Neste diálogo curto, houve uma satisfação de fatos (estado) dos dois lados. Agimos assim, é natural da comunicação. É preciso entender somente que tipo de satisfação dar e cobrar de seus clientes.
O conflito de egos também é um grande vilão na história do “próximo”. O cliente sempre tem certeza do que está pedindo e o programador sempre sabe o que está entregando. Assim, caímos nos três lado de uma mesma moeda: a sua versão, a minha versão e a versão correta. Se enfileirarmos um monte de moedas deitadas, ora cara, ora coroa, consumiremos um grande espaço físico e a última moeda, a palavra final, será de quem tiver mais poder de se impor, ou cara ou coroa.. Se as enfileirarmos de pé, todas os lados que vão aparecer são as laterais, sempre iguais e com um espaço muito reduzido.
O que quero dizer é que o esforço deve estar direcionado à comunicação, à análise e ao consenso.

Próximo = !retrabalho

Retrabalhar aquilo que já foi solicitado causa frustração, não gera conhecimento, gera custos e causa decepção no cliente. Assim, a ortografia de uma aplicação solicitada deve falar a linguagem do cliente e não a sua. A não ser, claro, que você mesmo seja o cliente. Quando não se tem retrabalho, se tem oportunidade de resolver outros problemas. No entanto, uma coisa fique bem clara: os outros problemas não podem, jamais, ser novos problemas causados por sua aplicação. Lembre-se, produzir soluções é diferente de produzir programas.

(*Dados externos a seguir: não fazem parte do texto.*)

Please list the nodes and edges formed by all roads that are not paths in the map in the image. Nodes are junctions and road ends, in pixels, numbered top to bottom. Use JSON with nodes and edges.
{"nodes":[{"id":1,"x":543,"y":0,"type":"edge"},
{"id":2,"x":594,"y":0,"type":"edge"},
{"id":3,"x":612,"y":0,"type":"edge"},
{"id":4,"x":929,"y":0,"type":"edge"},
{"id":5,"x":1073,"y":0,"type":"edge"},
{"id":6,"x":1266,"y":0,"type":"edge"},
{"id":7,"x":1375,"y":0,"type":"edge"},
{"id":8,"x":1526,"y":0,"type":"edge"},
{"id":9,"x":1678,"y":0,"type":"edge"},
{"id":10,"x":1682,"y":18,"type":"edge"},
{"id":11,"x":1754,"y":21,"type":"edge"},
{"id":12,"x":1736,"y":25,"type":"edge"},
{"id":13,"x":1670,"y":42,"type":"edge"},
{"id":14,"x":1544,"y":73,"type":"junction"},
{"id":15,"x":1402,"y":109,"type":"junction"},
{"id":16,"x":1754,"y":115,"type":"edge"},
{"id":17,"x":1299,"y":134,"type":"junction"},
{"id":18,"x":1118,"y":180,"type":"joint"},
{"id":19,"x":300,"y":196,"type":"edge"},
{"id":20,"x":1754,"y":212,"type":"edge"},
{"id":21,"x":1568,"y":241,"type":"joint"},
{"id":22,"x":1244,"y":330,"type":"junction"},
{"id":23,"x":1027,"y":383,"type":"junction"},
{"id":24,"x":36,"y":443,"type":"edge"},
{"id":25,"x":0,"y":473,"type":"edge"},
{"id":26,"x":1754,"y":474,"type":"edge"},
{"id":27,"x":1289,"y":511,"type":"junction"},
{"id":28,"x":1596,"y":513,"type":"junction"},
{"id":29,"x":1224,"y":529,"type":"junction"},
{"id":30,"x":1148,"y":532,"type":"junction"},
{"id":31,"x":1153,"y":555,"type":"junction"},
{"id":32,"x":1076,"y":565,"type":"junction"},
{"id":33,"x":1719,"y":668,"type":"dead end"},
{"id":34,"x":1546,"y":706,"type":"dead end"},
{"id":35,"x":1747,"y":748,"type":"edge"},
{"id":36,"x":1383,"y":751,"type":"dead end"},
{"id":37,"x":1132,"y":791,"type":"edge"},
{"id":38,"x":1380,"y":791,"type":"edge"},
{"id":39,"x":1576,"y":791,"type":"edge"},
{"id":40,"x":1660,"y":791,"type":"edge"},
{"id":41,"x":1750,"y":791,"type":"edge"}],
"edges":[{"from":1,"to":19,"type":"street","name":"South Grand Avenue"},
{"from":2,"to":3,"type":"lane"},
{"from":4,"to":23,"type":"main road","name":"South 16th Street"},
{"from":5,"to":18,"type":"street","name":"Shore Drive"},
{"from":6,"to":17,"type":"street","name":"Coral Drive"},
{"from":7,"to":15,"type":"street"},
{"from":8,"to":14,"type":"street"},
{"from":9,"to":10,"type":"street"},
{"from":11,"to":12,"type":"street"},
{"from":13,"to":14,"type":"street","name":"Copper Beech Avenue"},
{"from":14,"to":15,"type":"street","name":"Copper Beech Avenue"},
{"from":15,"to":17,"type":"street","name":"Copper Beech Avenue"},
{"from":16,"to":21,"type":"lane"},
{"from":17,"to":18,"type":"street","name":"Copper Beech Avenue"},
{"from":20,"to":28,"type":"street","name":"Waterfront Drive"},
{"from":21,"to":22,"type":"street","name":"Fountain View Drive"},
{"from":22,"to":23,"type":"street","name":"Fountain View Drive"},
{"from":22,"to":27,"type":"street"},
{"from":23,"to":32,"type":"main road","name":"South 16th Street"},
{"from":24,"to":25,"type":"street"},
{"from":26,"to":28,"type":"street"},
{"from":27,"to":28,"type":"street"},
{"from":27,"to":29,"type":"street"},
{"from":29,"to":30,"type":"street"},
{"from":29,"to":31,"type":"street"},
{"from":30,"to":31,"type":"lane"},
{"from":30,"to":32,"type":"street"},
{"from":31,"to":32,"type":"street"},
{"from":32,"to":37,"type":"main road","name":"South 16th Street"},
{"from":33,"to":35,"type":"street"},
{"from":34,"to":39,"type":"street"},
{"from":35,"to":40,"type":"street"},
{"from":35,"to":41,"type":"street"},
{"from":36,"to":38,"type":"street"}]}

A diferença está justamente no fato de que programas independem de interpretações humanas. Por mais protegido com alertas que um programa esteja, o usuário pode simplesmente ignorar e executar.
Solução significa entender se o usuário poderia ou não executar tal programa, se este mesmo programa é de fato necessário. É falar a mesma língua, deixar claro o que se está executando. É a comunhão do conhecimento.
Relembrando Paulo Freire: “Ninguém educa ninguém, ninguém se educa a si mesmo, os homens se educam entre si, mediatizados pelo mundo”. Ou seja, é preciso partilhar e compartilhar conhecimento.
Tenha uma equipe, mesmo que trabalhe sozinho. A quem você recorre nas suas dificuldades? Ou acredita não tê-las? Faça testes, conheça novas modalidades de testes, abandone preconceitos de linguagens e paradigmas. Já acreditei que visual basic resolveria até meus problemas sexuais. O que aprendi com isto? Que ao invés de ser expert nesta linguagem, era um nada nas outras linguagens.
Todas as linguagens possuem defeitos e qualidades Mas antes de tudo, todas possuem aplicabilidade. Estude cada uma, as velhas, as novas, entenda antes suas aplicabilidades. Acredite, isto é fundamental para se dizer: próximo.
Faça tentativas, invista no conhecimento. Ele não tem valor se não for aplicado. “Não enterre seus talentos”. Neste momento, vou adotar com minha equipe um grito de guerra: próximo! Com apenas uma certeza: será mais uma experiência ganha. Qual é o seu grito de guerra?